9: Align incentives for developer and customer

I don't like this phrasing. I don't really even like the idea. I think this is the first one that doesn't have a reference.

The problem I have is that the incentives and motivations for developers and customers are going to be different. Excluding developer tools - I'm gonna go for 'always'.

This one also uses REALLY sloppy language for "developer". It says that the developer wants to maximize profit. Well... no. That's generally not a developer perspective. Business, sure - developer... not so much.

The example in the book is the customer wanting 3 features by a specific date. The development team targets all 3 features and delivers late (and probably buggy since they'll try to hit the date, and buggy since this book thinks low quality code is the only non-outrageous way to write code)...

Anyway - That's not aligned with the customer that would have been fine with just 2 features by that date. Again - Customers don't know what they need. They'll want the world, ya gotta help them figure out what it is they need.

So, yes.. "align incentives" for the developers to focus on delivering the things the customer will get the most value from.
How do you do that?
Principle 8 - Talk to your customer! Get the priority! You say, X, Y, and Z are all absolutely required. If I could give you one tomorrow, which one would you want? If I could only do part of that one tomorrow, what part would you want?

Do that one.
Ask those questions again.
Do that next one.

Repeat.

As each of these features are completed, give them to the user. It might be a couple weeks instead of tomorrow; but put it in the users hands. Not as a prototype or to get customer feedback - You'd had better been getting customer feedback the entire process, but as a finished deliverable. Deliver that functionality to the user.

Do it again.

Eventually the user will have a bunch of functionaltiy and may realize they don't actually need all 3; the parts of the other things covers what they need.

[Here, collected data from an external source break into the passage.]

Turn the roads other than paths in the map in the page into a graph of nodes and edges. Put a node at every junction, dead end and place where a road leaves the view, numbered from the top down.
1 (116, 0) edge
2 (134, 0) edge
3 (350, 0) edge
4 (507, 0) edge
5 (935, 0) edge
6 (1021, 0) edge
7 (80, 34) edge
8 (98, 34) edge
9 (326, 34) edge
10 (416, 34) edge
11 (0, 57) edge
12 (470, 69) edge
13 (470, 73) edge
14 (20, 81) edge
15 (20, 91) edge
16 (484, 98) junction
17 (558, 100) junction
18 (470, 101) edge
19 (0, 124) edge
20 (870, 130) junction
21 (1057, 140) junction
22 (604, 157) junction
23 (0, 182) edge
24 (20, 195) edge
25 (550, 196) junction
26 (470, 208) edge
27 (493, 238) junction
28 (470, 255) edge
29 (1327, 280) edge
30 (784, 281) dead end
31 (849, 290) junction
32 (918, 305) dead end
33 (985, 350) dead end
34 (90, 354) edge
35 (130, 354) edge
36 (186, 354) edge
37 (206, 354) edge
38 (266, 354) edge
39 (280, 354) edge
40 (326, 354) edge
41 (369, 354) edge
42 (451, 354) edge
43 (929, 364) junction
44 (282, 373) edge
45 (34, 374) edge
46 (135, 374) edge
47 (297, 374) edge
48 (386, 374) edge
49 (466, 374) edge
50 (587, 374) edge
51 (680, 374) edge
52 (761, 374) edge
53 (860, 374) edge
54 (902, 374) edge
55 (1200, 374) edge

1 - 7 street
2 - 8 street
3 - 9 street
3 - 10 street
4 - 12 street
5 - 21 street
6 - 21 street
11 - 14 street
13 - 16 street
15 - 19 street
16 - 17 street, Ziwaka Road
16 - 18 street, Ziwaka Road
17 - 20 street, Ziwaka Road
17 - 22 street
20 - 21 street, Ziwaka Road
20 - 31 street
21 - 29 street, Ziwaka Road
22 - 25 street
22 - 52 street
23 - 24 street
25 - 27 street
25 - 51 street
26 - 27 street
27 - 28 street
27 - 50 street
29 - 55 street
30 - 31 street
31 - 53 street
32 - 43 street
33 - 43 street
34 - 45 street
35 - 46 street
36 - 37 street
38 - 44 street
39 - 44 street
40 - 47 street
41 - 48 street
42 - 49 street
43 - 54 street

Users ask for the world; we need to help them discover what's actually important to them. We do that by communicating and helping them focus on the most important thing.

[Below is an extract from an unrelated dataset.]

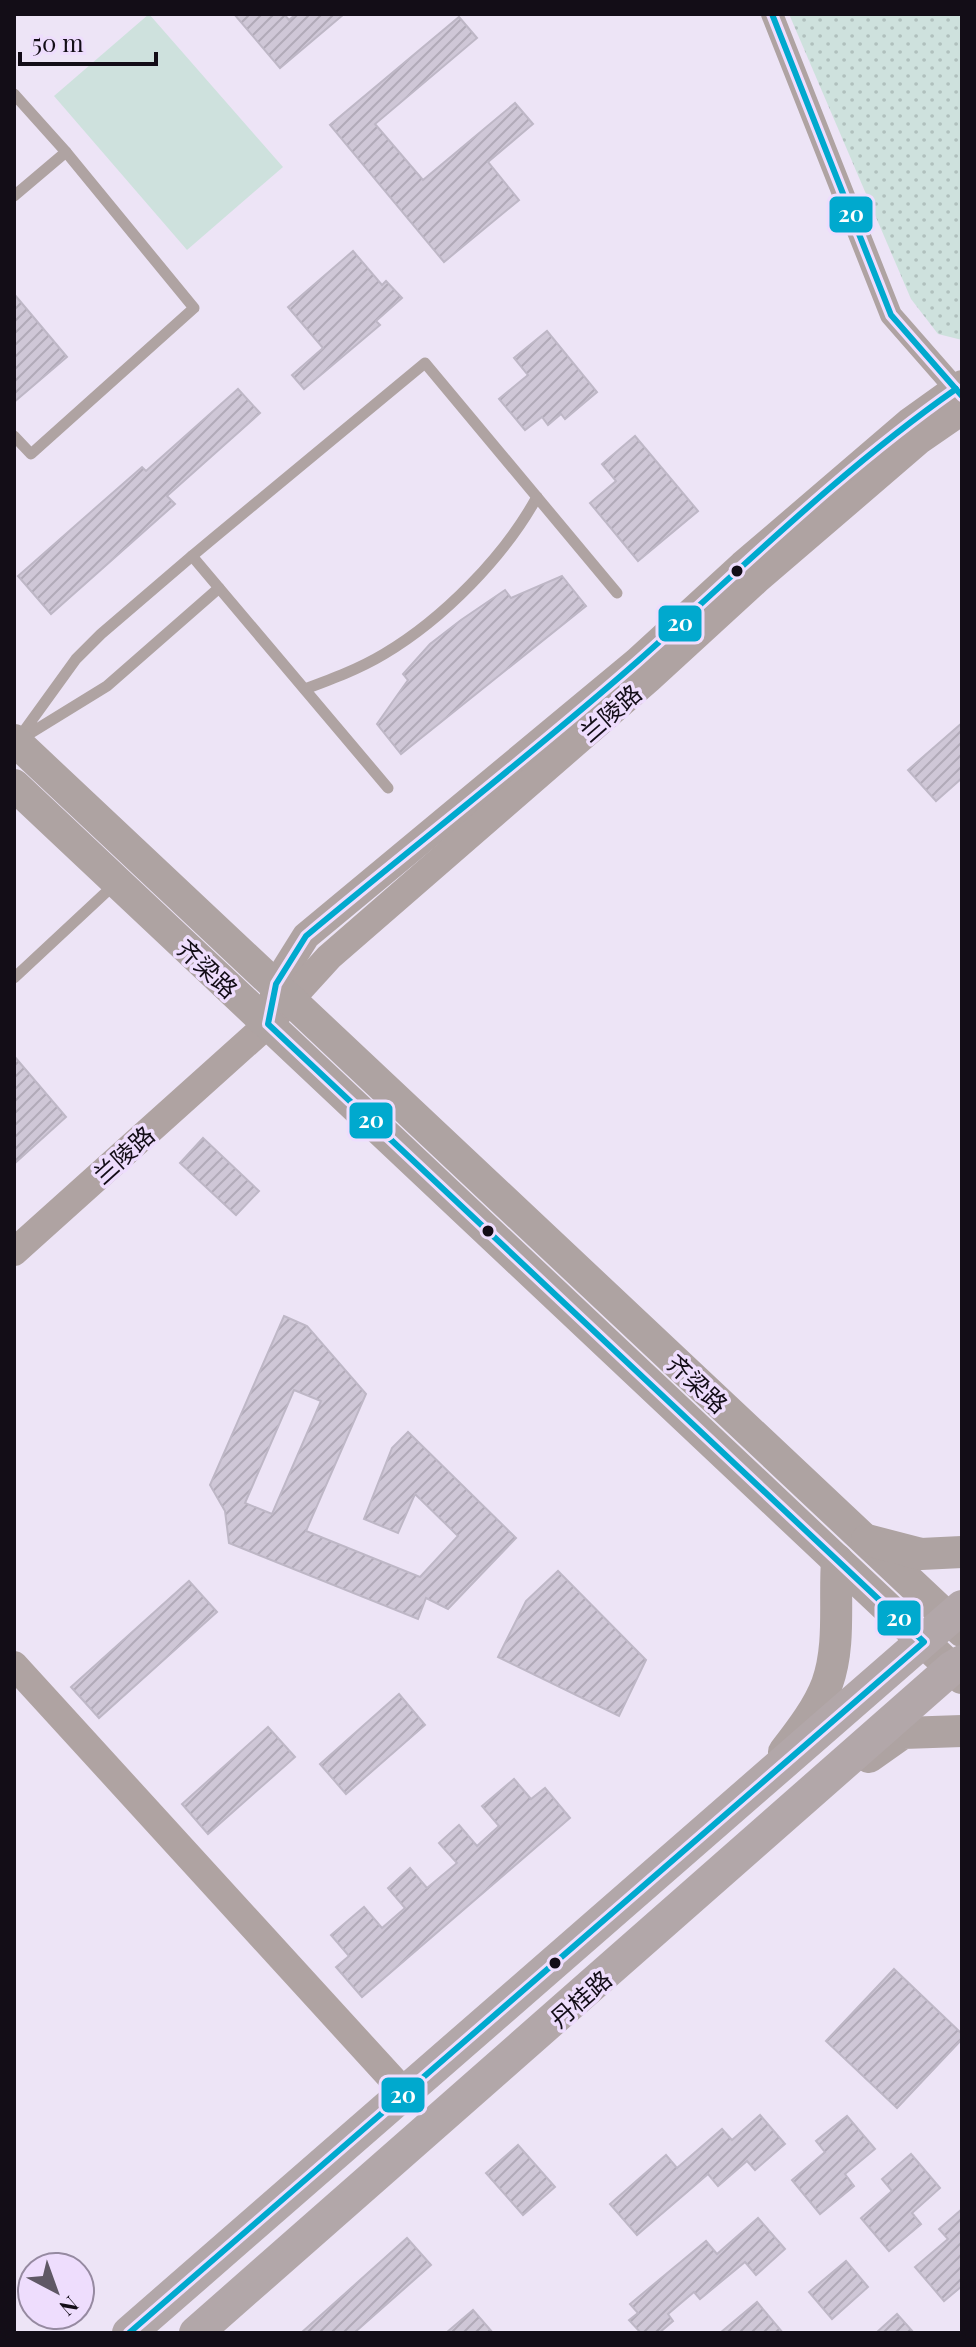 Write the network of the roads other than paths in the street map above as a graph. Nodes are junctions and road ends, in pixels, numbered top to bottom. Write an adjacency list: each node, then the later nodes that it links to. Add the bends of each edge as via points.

This isn't "aligning incentives" it's iterative development. We want to "align" developers and customers around the most important piece of work; and get that done. Then do it again.

So... Phrasing sucks; but the idea behind it of delivering small units of functionality is good.

The book suggests monetary rewards and ... penalties... Again; this is clealy sloppy use of "developer". If you're doing monetary rewards and penalties to your developers - you're a terrible manager and should be fired and never placed in a management role again.